*** Opening of DATA EXCERPTS ***
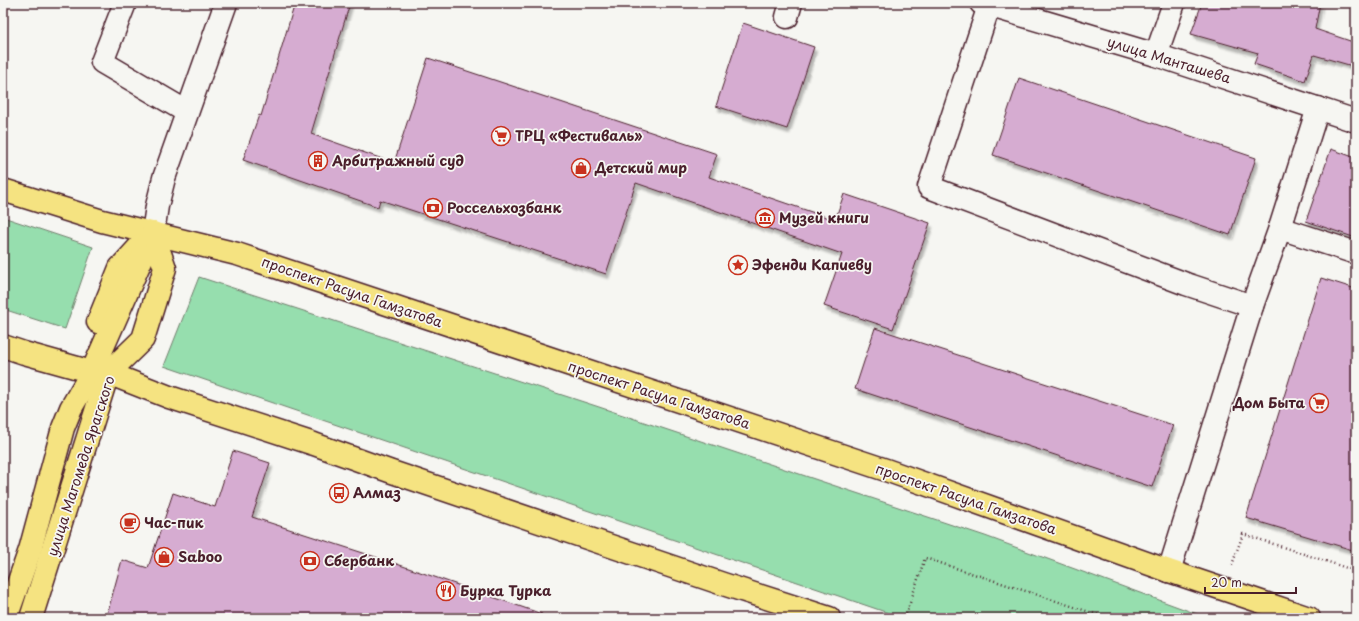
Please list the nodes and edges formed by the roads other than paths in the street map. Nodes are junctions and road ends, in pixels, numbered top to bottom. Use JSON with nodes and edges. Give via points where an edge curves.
{"nodes":[{"id":1,"x":125,"y":3,"type":"edge"},
{"id":2,"x":226,"y":3,"type":"edge"},
{"id":3,"x":1174,"y":3,"type":"edge"},
{"id":4,"x":986,"y":4,"type":"edge"},
{"id":5,"x":1156,"y":55,"type":"junction"},
{"id":6,"x":1318,"y":108,"type":"junction"},
{"id":7,"x":187,"y":112,"type":"junction"},
{"id":8,"x":1356,"y":121,"type":"edge"},
{"id":9,"x":3,"y":190,"type":"edge"},
{"id":10,"x":1280,"y":228,"type":"junction"},
{"id":11,"x":153,"y":233,"type":"junction"},
{"id":12,"x":1356,"y":253,"type":"edge"},
{"id":13,"x":1252,"y":306,"type":"junction"},
{"id":14,"x":3,"y":346,"type":"edge"},
{"id":15,"x":100,"y":372,"type":"junction"},
{"id":16,"x":1169,"y":571,"type":"junction"},
{"id":17,"x":6,"y":618,"type":"edge"},
{"id":18,"x":31,"y":618,"type":"edge"},
{"id":19,"x":829,"y":618,"type":"edge"},
{"id":20,"x":1310,"y":618,"type":"edge"}],
"edges":[{"from":1,"to":7,"type":"street","via":[[102,62]]},
{"from":2,"to":7,"type":"street","name":"улица Магомеда Ярагского"},
{"from":3,"to":5,"type":"street"},
{"from":4,"to":5,"type":"street","name":"улица Манташева"},
{"from":4,"to":13,"type":"street","via":[[929,187],[1186,284]]},
{"from":5,"to":6,"type":"street","name":"улица Манташева"},
{"from":6,"to":8,"type":"street","name":"улица Манташева"},
{"from":6,"to":10,"type":"street"},
{"from":7,"to":11,"type":"street","name":"улица Магомеда Ярагского","via":[[164,178]]},
{"from":9,"to":11,"type":"main road","name":"проспект Расула Гамзатова","via":[[102,221]]},
{"from":10,"to":12,"type":"street"},
{"from":10,"to":13,"type":"street"},
{"from":11,"to":15,"type":"main road","name":"улица Магомеда Ярагского","via":[[120,268],[96,327]]},
{"from":11,"to":15,"type":"main road","name":"улица Магомеда Ярагского","via":[[165,268],[143,339]]},
{"from":11,"to":16,"type":"main road","name":"проспект Расула Гамзатова","via":[[237,254],[886,470]]},
{"from":13,"to":16,"type":"street"},
{"from":14,"to":15,"type":"main road"},
{"from":15,"to":17,"type":"main road","name":"улица Магомеда Ярагского","via":[[71,408],[63,428],[30,550]]},
{"from":15,"to":18,"type":"main road","name":"улица Магомеда Ярагского"},
{"from":15,"to":19,"type":"main road"},
{"from":16,"to":20,"type":"main road","name":"проспект Расула Гамзатова"}]}
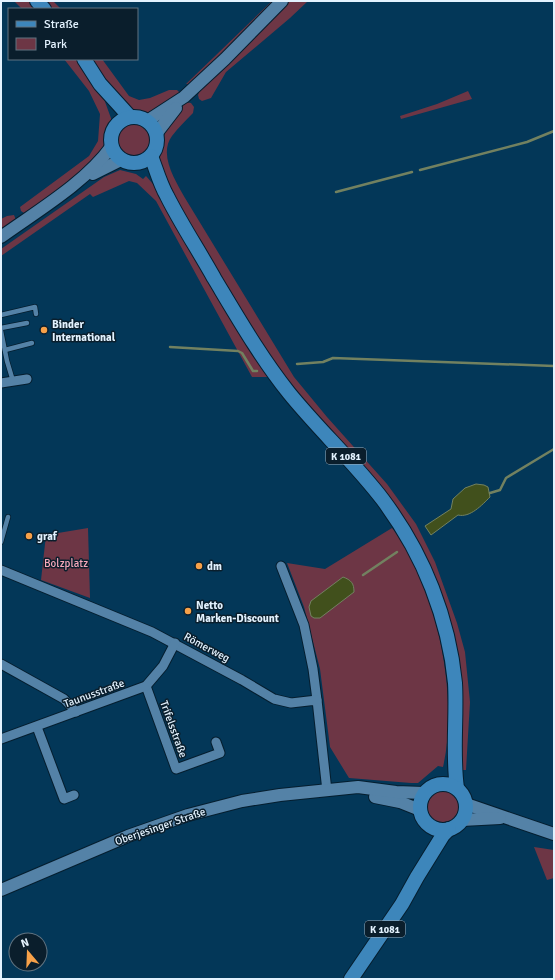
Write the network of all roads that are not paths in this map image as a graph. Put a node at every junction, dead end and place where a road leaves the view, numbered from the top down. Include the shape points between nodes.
1 (282, 1) edge
2 (85, 60) edge
3 (100, 84) junction
4 (184, 97) junction
5 (130, 118) junction
6 (147, 121) junction
7 (116, 125) junction
8 (156, 134) junction
9 (111, 147) junction
10 (145, 159) junction
11 (121, 160) junction
12 (79, 181) junction
13 (1, 237) edge
14 (36, 314) dead end
15 (1, 315) edge
16 (27, 323) dead end
17 (1, 330) edge
18 (32, 343) dead end
19 (5, 350) junction
20 (26, 379) dead end
21 (14, 381) junction
22 (1, 383) edge
23 (8, 517) dead end
24 (1, 542) edge
25 (281, 566) dead end
26 (1, 570) edge
27 (175, 643) junction
28 (1, 664) edge
29 (146, 686) junction
30 (317, 700) junction
31 (76, 712) junction
32 (38, 727) junction
33 (1, 739) edge
34 (216, 742) dead end
35 (454, 745) junction
36 (440, 784) junction
37 (457, 788) junction
38 (331, 790) junction
39 (424, 793) junction
40 (74, 795) dead end
41 (466, 804) junction
42 (420, 810) junction
43 (505, 818) junction
44 (462, 820) junction
45 (428, 824) junction
46 (449, 829) junction
47 (554, 834) edge
48 (417, 877) junction
49 (1, 890) edge
50 (351, 979) edge

1 - 4 main road
2 - 3 main road
3 - 5 main road
3 - 7 main road
4 - 6 main road
4 - 8 main road
5 - 6 main road via 138,117
5 - 7 main road
6 - 8 main road
7 - 9 main road via 111,136
8 - 10 main road via 157,143
9 - 11 main road
9 - 12 main road
10 - 11 main road via 130,163
10 - 35 main road, K 1081 via 272,371 383,501 414,548 432,588 448,642 455,685
11 - 12 main road
12 - 13 main road
14 - 15 lane via 34,307
16 - 17 lane
17 - 19 lane
18 - 19 lane
19 - 21 lane
20 - 21 street
21 - 22 street
23 - 24 lane
25 - 30 street via 304,625
26 - 27 street, Römerweg
27 - 29 street, Taunusstraße via 163,666
27 - 30 street, Römerweg via 274,699 292,703
28 - 31 street via 64,699
29 - 31 street, Taunusstraße
29 - 34 street, Trifelsstraße via 176,769 220,753
30 - 38 street
31 - 32 street, Taunusstraße
32 - 33 street, Taunusstraße
32 - 40 street via 64,799
35 - 36 main road, K 1081
35 - 37 main road, K 1081
36 - 37 main road via 449,784
36 - 39 main road
37 - 41 main road
38 - 39 main road, Oberjesinger Straße via 358,787
38 - 42 main road via 389,799
38 - 49 main road, Oberjesinger Straße via 256,799 194,814 128,836
39 - 42 main road
41 - 43 main road
41 - 44 main road
42 - 45 main road
43 - 44 main road
43 - 47 main road
44 - 46 main road
45 - 46 main road via 440,830
45 - 48 main road, K 1081 via 429,839
46 - 48 main road, K 1081
48 - 50 main road, K 1081 via 402,904

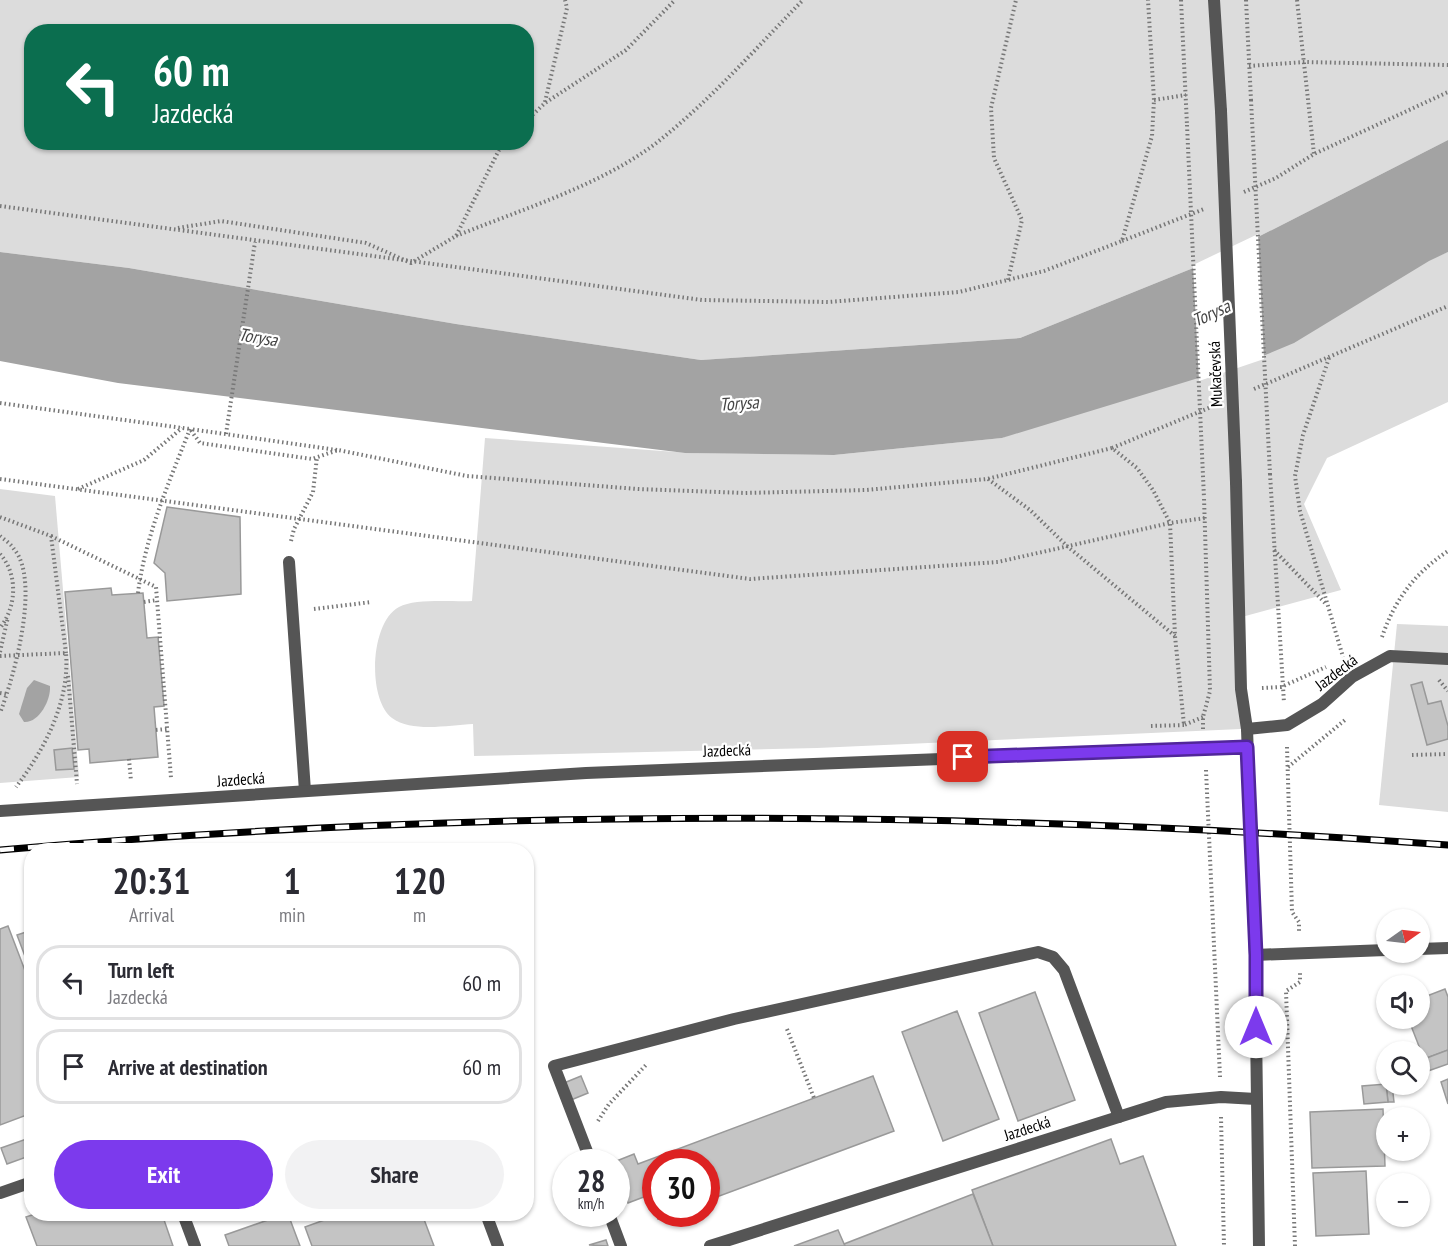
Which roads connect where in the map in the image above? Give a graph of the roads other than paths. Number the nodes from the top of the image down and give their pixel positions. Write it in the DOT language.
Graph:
graph roads {
  1 [pos="1214,0"];
  2 [pos="289,562"];
  3 [pos="1448,659"];
  4 [pos="1247,729"];
  5 [pos="1247,747"];
  6 [pos="305,791"];
  7 [pos="0,811"];
  8 [pos="1448,948"];
  9 [pos="1430,949"];
  10 [pos="1376,950"];
  11 [pos="1256,955"];
  12 [pos="1256,1099"];
  13 [pos="1119,1117"];
  14 [pos="586,1149"];
  15 [pos="24,1185"];
  16 [pos="0,1193"];
  17 [pos="186,1221"];
  18 [pos="489,1221"];
  19 [pos="614,1227"];
  20 [pos="195,1246"];
  21 [pos="498,1246"];
  22 [pos="621,1246"];
  23 [pos="710,1246"];
  24 [pos="1259,1246"];
  1 -- 4 [label="street, Mukačevská, bridge"];
  2 -- 6 [label="street"];
  3 -- 4 [label="street, Jazdecká"];
  4 -- 5 [label="street, Mukačevská"];
  5 -- 6 [label="street, Jazdecká"];
  5 -- 11 [label="street"];
  6 -- 7 [label="street, Jazdecká"];
  8 -- 9 [label="street"];
  10 -- 11 [label="street"];
  11 -- 12 [label="street"];
  12 -- 13 [label="street, Jazdecká"];
  12 -- 24 [label="street"];
  13 -- 14 [label="street"];
  13 -- 23 [label="street, Jazdecká"];
  15 -- 16 [label="street"];
  17 -- 20 [label="street"];
  18 -- 21 [label="street"];
  19 -- 22 [label="street"];
}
*** Close of DATA EXCERPTS ***
The answer must be every line from the records above that contains the word "nodes", copied out.

▸ ANSWER SECTION:
Please list the nodes and edges formed by the roads other than paths in the street map. Nodes are junctions and road ends, in pixels, numbered top to bottom. Use JSON with nodes and edges. Give via points where an edge curves.
{"nodes":[{"id":1,"x":125,"y":3,"type":"edge"},
Write the network of all roads that are not paths in this map image as a graph. Put a node at every junction, dead end and place where a road leaves the view, numbered from the top down. Include the shape points between nodes.
Which roads connect where in the map in the image above? Give a graph of the roads other than paths. Number the nodes from the top of the image down and give their pixel positions. Write it in the DOT language.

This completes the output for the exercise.